She served as government counsel in the arbitration case of the Philippine International Air Terminals Company, Incorporated (Piatco), the builder of the Ninoy Aquino International Airport Terminal 3, against the government.

Sereno said that every time she received her fee, the government automatically deducted the tax, so all her earnings from the job were declared to the Bureau of Internal Revenue (BIR).

What remained of her earnings come 2010, and the properties purchased from her Piatco case earnings, are declared in her SALN as required by law, following her appointment as SC associate justice in 2010.
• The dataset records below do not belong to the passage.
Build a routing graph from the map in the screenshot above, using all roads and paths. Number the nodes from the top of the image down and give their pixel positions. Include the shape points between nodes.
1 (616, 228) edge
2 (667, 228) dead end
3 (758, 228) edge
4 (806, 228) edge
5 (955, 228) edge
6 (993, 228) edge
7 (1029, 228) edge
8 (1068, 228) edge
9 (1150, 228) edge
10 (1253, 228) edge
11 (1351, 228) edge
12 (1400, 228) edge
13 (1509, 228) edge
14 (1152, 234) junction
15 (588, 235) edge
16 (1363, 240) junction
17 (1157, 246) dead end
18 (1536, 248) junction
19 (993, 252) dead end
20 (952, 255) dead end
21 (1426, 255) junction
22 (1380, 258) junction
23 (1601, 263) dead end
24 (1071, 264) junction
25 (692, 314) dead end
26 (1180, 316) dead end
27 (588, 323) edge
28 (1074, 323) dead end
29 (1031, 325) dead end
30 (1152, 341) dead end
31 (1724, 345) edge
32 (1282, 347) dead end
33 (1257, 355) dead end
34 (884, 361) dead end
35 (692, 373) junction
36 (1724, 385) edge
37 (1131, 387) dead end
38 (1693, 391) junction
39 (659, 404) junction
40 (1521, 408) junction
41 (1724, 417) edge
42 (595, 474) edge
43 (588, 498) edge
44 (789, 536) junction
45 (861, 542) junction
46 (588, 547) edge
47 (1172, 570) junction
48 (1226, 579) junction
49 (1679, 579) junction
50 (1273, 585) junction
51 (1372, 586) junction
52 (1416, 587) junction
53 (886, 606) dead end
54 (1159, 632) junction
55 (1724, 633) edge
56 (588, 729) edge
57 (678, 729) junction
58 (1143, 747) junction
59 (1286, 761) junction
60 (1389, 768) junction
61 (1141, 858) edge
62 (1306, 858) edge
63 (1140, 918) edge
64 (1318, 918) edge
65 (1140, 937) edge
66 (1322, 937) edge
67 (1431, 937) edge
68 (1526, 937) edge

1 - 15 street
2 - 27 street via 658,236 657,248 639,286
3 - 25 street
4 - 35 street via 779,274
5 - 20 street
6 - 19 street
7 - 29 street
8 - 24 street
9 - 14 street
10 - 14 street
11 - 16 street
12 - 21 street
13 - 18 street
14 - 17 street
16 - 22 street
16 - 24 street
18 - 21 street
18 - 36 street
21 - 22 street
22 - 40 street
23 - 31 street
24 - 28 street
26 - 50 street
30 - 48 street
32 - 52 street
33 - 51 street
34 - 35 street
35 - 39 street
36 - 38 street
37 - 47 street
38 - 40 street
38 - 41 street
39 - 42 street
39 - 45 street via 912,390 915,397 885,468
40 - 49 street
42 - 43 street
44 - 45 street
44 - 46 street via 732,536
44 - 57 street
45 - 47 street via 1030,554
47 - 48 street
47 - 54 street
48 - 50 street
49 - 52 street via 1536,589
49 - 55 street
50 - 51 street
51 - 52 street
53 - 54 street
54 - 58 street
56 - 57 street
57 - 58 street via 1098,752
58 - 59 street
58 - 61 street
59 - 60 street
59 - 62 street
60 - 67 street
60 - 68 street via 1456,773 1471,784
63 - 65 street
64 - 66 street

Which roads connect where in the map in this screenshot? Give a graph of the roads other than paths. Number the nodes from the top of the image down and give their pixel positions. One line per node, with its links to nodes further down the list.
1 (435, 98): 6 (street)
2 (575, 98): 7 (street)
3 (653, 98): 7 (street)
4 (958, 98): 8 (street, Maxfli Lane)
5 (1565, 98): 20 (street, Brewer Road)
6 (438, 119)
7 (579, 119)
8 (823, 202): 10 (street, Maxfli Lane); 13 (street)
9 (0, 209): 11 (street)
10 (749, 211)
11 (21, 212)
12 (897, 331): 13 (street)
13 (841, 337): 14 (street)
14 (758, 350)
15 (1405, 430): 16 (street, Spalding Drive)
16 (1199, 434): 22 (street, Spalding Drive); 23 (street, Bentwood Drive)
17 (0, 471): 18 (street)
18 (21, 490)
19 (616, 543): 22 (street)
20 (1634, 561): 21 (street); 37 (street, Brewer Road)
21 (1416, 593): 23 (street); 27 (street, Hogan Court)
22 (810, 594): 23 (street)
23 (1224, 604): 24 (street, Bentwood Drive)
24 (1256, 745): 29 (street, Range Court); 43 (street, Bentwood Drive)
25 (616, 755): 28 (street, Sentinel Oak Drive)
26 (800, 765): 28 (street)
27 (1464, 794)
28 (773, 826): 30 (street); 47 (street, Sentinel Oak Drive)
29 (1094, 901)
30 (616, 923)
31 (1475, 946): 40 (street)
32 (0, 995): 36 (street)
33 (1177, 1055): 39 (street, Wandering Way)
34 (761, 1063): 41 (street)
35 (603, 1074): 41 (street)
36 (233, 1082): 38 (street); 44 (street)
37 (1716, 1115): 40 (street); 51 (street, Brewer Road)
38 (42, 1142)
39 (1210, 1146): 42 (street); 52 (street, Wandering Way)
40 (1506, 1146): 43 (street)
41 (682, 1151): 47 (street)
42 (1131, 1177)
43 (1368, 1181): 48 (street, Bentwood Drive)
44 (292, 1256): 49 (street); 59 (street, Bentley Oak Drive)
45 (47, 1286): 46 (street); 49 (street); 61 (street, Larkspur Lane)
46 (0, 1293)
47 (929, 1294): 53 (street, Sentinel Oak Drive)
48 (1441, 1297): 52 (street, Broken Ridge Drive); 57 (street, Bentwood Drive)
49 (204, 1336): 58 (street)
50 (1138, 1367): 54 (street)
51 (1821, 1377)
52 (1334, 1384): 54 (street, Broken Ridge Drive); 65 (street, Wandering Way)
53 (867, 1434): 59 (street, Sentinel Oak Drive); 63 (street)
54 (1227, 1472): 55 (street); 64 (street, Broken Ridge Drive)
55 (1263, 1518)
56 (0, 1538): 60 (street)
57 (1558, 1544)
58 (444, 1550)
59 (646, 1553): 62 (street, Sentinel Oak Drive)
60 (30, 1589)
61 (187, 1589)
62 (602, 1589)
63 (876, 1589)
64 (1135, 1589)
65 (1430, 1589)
In a speech at the induction of new officers of the Integrated Bar of the Philippines (IBP) Davao City Chapter on September 30, Duterte accused the “head of the Supreme Court” of excluding her Piatco earnings from her SALN, and urged the official to “resign.”

On Monday, Sereno said in an interview on ANC that her “conscience is clear.”

“Actually it is not that difficult [to handle this issue] because my conscience is clear. The ones who are opposing me, they are the ones who have a very complicated life now. Mahirap yatang magsinungaling na kaya nilang patunayan (It’s difficult to tell a lie that they can prove),” she said.

On Tuesday morning, November 21, Sereno led the inauguration of a 3-story regional trial court (RTC) building in Valenzuela City, where she urged court employees to “stay faithful to their sworn duty” and “zealously guard our independence as jurists notwithstanding the political consequences.”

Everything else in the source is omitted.